WI :Christian worship collapses in the USA over the 20th century. What replaces it?

So for whatever reason Christianity collapses in the united states over the 20th century, excluding atheism and the worship of capitalism (like in the OTL), what replaces it?

I could see it going from an existing religion like Islam, Judaism, Hinduism or Buddhism, though to more eccentric possibilities like mysticism, new age cults and indigenous inspired animism/shamanism.

What could you imagine?
 
Well, we need to know the why and how. Christianity is so firmly rooted as part of America its collapse is going to affect the country and stem from something happening to it.
 
Totally ASB. Christianity or any other religion is not thing which just suddenly disappear/collapse. Even French radicals during 1790's and communists tried that but failed totally ending make religion evne more relevant.

Perhaps USA could develope more secular but I can't see Chsitianity just disappearing.
 
Only way I could see it failing was if the response to the Great Depression was not FDR but a Fascism, wrapped in the cross and the flag being brutal, as in Stalin/Hitler brutal and the forces that stop it and setting the narrative for history afterward being explicitly not Christian probably secular.

It would spawn the successor but not be the successor.

Something or more likely several somethings would arise out of the alienation and some of those somethings would fail spectacularly. I don't think it would be an established Religion like Islam or Hinduism, but be based on the character of each region, with what is dominant in Appalachia being. different from New Mexico and both being different from Washington State. It would most likely have some strong folk/new agey/shamanistic aspects but those terms would shed their negative cultural context as they became respectable.

Something like this has happened on a tiny scale among Native Americans in response to defeat in the 1870s and came in two flavors and I think the terms (memory of 15 year old anthropology classes) are something like revivalist and and reformist.

Revivalist promises a return to the good old days, baseball and apple pie and a chicken in every pot and fail when it scares the powers that be and can't deliver. The NA example would be the Ghost Dance movement.

The reformist movement are more quiet and attempt to address the needs of the individuals and is an attempt to address those needs and create meaning on an individual level. The NA example would be the NA Church, which popularized peyote and exists to this day. Some non religious examples of this type of behavior would be Alcoholics Anonymous.

Obviously, this is not likely. But it is my attempt to meet the OP's requirements.
 
So for whatever reason Christianity collapses in the united states over the 20th century, excluding atheism and the worship of capitalism (like in the OTL), what replaces it?

I could see it going from an existing religion like Islam, Judaism, Hinduism or Buddhism, though to more eccentric possibilities like mysticism, new age cults and indigenous inspired animism/shamanism.

What could you imagine?
A crass materialistic society where relativism dictates everyone has their own t ruth.
 
If you follow the UK model then the answer is a combination of nothing/vague sense of ill-defined sense of the spiritual according to social attitudes survey.
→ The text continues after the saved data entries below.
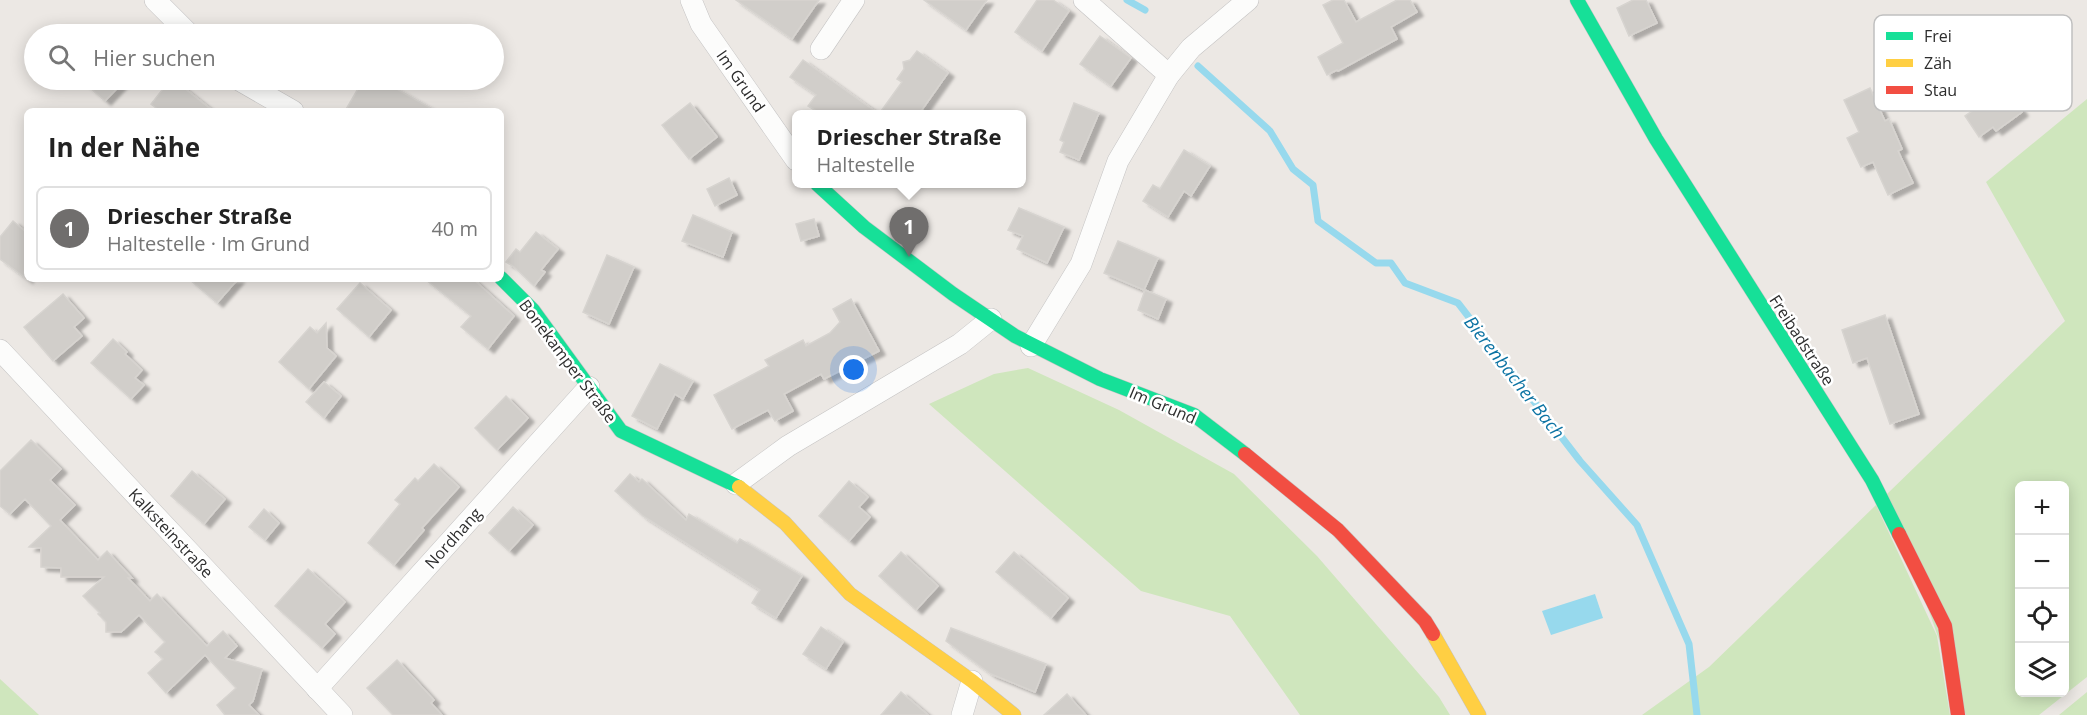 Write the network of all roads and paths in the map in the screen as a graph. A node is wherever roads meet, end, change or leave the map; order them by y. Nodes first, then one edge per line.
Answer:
1 (155, 0) edge
2 (691, 0) edge
3 (854, 0) edge
4 (1084, 0) edge
5 (1248, 0) edge
6 (1577, 0) edge
7 (179, 24) edge
8 (821, 49) dead end
9 (1169, 75) junction
10 (256, 90) edge
11 (288, 108) edge
12 (792, 154) edge
13 (822, 188) edge
14 (504, 281) edge
15 (991, 319) junction
16 (1031, 346) junction
17 (0, 350) edge
18 (589, 387) junction
19 (736, 484) junction
20 (972, 681) junction
21 (317, 689) junction
22 (342, 715) edge
23 (962, 715) edge
24 (1014, 715) edge
25 (1479, 715) edge
26 (1958, 715) edge

1 - 7 street
2 - 12 street, Im Grund
3 - 8 street
4 - 9 street
5 - 9 street
6 - 26 street, Freibadstraße
9 - 16 street
10 - 11 street
13 - 15 street, Im Grund
14 - 18 street, Bonekamper Straße
15 - 16 street, Im Grund
15 - 19 street
16 - 25 street, Im Grund
17 - 21 street, Kalksteinstraße
18 - 19 street, Bonekamper Straße
18 - 21 street, Nordhang
19 - 20 street, Bonekamper Straße
20 - 23 street
20 - 24 street, Bonekamper Straße
21 - 22 street, Kalksteinstraße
UK active christian worship now barely accounts 10% of the population and falling. Probably only sustained by migrant populations in the main.

I can't remember who - possibly Macauley or Carlyle - said that the success of the Church of England rests on its appreciation of the amount of religion that the average Englishman can stomach, which is not very much.

Difficult to say whether or not it is still spot on or has misjudged matters somewhere along the way
 
I could see it going from an existing religion like Islam, Judaism, Hinduism or Buddhism, though to more eccentric possibilities like mysticism, new age cults and indigenous inspired animism/shamanism.
It wouldn't be another religion since that sort of mass conversion has practically never happened in modern times. South Korea is probably the sole exception but that's because in addition to Buddhism/other faiths discrediting themselves, there was a century of Christian missionaries in South Korea, elements of government support, and it was promoted by the United States who of dominated South Korea. No faith could plausibly do that in the US.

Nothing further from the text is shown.